By BEN SALES
NEW YORK (JTA) — Book Culture, a chain of independent New York City bookstores, just can’t win.
First it promoted a children’s book about Palestine that praised intifada. That angered members of the Jewish community, so Book Culture apologized, condemned violence against Israelis and declared its support for Israel’s right to exist.
A petition calls for a boycott of both purchasing and selling coursebooks at Book Culture, whose flagship location serves nearby Columbia University. As of Friday morning, the petition has garnered the signatures of 18 Columbia faculty members and about 200 students, alumni and outside supporters. The faculty signatures include Joseph Massad, a leading scholar on Palestinian history, and Hamid Dabashi, the husband of the book’s author.
“We pledge to boycott the store until they comply with this demand and reaffirm their commitment, as a progressive independent bookstore, to representing and publicly supporting all marginalized voices in literature,” reads the petition, which was first reported on by the conservative website Campus Reform. “We support the efforts of Dr.

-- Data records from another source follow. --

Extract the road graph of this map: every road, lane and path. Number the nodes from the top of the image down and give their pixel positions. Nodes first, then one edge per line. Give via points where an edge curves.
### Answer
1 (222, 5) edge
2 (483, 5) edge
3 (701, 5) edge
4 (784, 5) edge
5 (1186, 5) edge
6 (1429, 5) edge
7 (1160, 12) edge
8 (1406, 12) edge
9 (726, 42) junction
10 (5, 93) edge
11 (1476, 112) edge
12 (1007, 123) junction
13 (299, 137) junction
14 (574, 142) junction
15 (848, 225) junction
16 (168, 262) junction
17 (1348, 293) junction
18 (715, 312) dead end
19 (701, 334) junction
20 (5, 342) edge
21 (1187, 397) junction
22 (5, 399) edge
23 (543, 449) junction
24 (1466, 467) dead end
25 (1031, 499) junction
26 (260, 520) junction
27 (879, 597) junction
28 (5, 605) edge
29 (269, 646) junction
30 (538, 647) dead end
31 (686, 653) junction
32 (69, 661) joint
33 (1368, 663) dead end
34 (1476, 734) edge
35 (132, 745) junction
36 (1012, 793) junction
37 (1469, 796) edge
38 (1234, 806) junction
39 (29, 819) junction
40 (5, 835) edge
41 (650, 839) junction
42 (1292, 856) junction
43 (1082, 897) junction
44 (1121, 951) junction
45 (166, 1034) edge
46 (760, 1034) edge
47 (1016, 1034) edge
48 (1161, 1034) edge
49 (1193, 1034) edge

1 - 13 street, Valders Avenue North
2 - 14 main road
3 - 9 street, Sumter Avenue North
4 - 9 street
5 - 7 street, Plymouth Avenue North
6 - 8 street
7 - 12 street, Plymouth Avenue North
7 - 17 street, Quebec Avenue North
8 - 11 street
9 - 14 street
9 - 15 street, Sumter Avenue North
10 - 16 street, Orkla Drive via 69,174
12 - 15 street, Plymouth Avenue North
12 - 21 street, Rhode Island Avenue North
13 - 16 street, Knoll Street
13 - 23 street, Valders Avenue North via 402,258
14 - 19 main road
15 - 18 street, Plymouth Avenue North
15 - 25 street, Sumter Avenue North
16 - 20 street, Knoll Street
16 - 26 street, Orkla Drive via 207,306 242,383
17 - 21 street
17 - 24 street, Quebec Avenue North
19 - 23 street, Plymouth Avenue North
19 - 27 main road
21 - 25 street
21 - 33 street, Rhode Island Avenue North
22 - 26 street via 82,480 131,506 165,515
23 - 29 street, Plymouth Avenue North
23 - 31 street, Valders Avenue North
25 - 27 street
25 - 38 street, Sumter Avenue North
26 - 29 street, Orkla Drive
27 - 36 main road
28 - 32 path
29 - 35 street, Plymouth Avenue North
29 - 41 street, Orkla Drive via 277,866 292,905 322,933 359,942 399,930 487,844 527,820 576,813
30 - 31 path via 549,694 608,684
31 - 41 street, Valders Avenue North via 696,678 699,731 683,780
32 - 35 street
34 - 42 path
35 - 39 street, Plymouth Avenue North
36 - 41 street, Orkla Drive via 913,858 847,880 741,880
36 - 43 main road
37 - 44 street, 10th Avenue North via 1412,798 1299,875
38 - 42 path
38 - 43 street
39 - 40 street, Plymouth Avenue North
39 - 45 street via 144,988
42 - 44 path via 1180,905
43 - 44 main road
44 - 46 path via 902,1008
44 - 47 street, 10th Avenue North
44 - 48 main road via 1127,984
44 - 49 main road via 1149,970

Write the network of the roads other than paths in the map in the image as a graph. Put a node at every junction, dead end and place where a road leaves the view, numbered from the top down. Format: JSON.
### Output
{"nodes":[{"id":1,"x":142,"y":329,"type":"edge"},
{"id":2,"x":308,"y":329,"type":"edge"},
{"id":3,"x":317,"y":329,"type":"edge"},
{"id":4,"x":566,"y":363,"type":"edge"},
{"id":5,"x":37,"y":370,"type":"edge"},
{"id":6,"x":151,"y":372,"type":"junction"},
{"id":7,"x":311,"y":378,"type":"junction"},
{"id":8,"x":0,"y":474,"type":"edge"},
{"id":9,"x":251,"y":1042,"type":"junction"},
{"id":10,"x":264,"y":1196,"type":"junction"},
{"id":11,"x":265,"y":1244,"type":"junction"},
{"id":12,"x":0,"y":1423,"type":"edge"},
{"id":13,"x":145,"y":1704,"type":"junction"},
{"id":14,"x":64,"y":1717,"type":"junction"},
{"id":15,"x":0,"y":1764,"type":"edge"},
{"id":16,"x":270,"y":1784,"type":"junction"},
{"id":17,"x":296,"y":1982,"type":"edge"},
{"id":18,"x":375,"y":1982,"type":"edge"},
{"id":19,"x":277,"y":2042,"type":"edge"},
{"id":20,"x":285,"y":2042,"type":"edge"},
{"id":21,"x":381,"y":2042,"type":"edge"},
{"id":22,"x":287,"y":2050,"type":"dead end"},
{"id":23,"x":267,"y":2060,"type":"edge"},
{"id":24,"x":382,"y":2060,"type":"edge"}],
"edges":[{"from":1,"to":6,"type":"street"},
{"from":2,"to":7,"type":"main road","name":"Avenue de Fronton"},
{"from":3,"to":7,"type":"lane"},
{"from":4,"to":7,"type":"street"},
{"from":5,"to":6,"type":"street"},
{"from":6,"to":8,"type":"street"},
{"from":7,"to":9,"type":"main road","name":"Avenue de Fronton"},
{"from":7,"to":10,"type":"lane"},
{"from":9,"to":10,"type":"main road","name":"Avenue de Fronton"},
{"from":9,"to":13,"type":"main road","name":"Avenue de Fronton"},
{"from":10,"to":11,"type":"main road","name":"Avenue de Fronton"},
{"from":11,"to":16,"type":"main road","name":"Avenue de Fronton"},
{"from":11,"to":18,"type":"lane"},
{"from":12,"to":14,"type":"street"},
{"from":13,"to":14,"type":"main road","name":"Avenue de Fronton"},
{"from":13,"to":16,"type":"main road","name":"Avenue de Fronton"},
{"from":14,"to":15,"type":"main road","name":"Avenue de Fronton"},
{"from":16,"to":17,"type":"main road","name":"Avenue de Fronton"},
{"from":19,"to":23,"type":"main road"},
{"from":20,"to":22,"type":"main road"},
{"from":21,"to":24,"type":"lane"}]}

Golbarg Bashi to bring attention to the Palestinian struggle for freedom, and for this reason we call on Book Culture to retract their statement and issue an apology.”
The book in question is “P for Palestine,” which dedicates pages to each letter of the alphabet, along with a corresponding word. The book’s most controversial two-page spread features the letter I, stating “I is for Intifada, Intifada is Arabic for rising up for what is right, if you are a kid or a grownup!” The accompanying illustration shows a father and child waving peace signs next to barbed wire.
The two Palestinian intifadas were violent uprisings against Israel in the late 1980s and early 2000s. Terror attacks, particularly during the second intifada, killed more than 1,000 Israelis, many of them civilians. The Israel Defense Forces killed thousands of Palestinians in clashes during that period. Many Palestinians view the intifadas as legitimate protest movements with violent and nonviolent elements.
Ensnaring themselves in controversy is — unsurprisingly — not what the Book Culture’s owners had in mind when they gave a donation to the book’s crowdfunding campaign. The book’s author, Bashi, is a friend of the owners, and had held Persian-language children’s book readings at Book Culture’s store near Columbia. When she asked the store to buy copies of the book, it agreed, kicked in $650 to its publishing costs and held a reading.
That irked the Stephen Wise Free Synagogue, a large Reform congregation whose rabbi, Ammiel Hirsch, is a leading pro-Israel voice in the movement. The synagogue threatened to cancel a book fair held with Book Culture unless the store apologized, which it did on Nov. 29.
“We regret that we did not fully appreciate the political or communal ramifications of the children’s book P is for Palestine by Dr. Golbarg Bashi, nor did we anticipate the pain and distress it has caused in our community,” read the store’s apology, which was published on the synagogue’s website. “We oppose terrorism or other forms of violence perpetrated against Israeli civilians during the intifada or thereafter.”
The statement put a local bookstore in the strange position of taking a public stance on an international conflict. But Chris Doeblin, Book Culture’s co-owner, doesn’t sound concerned about the boycott. He said he’s “not very worried,” and even though they are trying to hurt his business, praised the student organizers for finding their voice.
“I think it’s great to have passionate students who are interested in justice and standing up for their point of view and their equal rights,” Doeblin told JTA. “I hope that we grow more and more sensitive to everybody’s point of view. I hope we find ways to be as inclusive and supportive of the forces of justice and a better future as we can be.”
But Doeblin seems to have figured out just how impossible satisfying all sides of the Israeli-Palestinian debate can be. No, he is not going to issue another statement. And yes, he’s still going to sell Bashi’s book, which just completed its second printing.
“I’m not sure that I could compose one that would be useful to everybody involved, or even useful to some people, without being kind of unuseful in another way,” he said.
“There are two communities out there and both of them feel threatened. It’s reasonable, and what we have to do is continue to work toward a world where people aren’t threatened anymore. It’s not easy.”